- _Exercise details_
Tell how many lines in the following entries include the word "roads", giving the figure alone.

- _Input records_
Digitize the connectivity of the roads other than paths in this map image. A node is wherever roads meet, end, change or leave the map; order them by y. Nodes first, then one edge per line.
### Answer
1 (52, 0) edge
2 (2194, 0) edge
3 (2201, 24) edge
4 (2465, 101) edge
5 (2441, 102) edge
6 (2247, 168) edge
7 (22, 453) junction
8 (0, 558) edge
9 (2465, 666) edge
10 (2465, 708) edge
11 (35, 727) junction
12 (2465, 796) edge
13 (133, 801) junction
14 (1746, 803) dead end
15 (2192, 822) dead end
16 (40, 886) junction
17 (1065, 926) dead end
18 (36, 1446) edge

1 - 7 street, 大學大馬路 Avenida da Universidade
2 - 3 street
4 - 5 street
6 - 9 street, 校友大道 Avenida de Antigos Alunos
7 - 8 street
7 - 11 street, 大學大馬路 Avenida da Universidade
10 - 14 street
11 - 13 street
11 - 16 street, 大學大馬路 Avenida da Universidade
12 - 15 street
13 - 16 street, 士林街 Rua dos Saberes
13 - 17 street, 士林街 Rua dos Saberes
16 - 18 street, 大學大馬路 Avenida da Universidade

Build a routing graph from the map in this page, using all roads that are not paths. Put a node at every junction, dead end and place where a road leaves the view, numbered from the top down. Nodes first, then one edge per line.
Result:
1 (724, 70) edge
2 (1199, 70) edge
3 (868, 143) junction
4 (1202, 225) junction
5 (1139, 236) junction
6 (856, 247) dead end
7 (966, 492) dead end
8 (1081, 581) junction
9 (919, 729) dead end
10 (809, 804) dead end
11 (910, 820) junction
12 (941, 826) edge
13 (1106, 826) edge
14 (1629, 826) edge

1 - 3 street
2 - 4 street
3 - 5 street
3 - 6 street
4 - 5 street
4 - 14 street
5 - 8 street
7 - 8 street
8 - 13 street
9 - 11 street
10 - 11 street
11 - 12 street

- _The answer_
2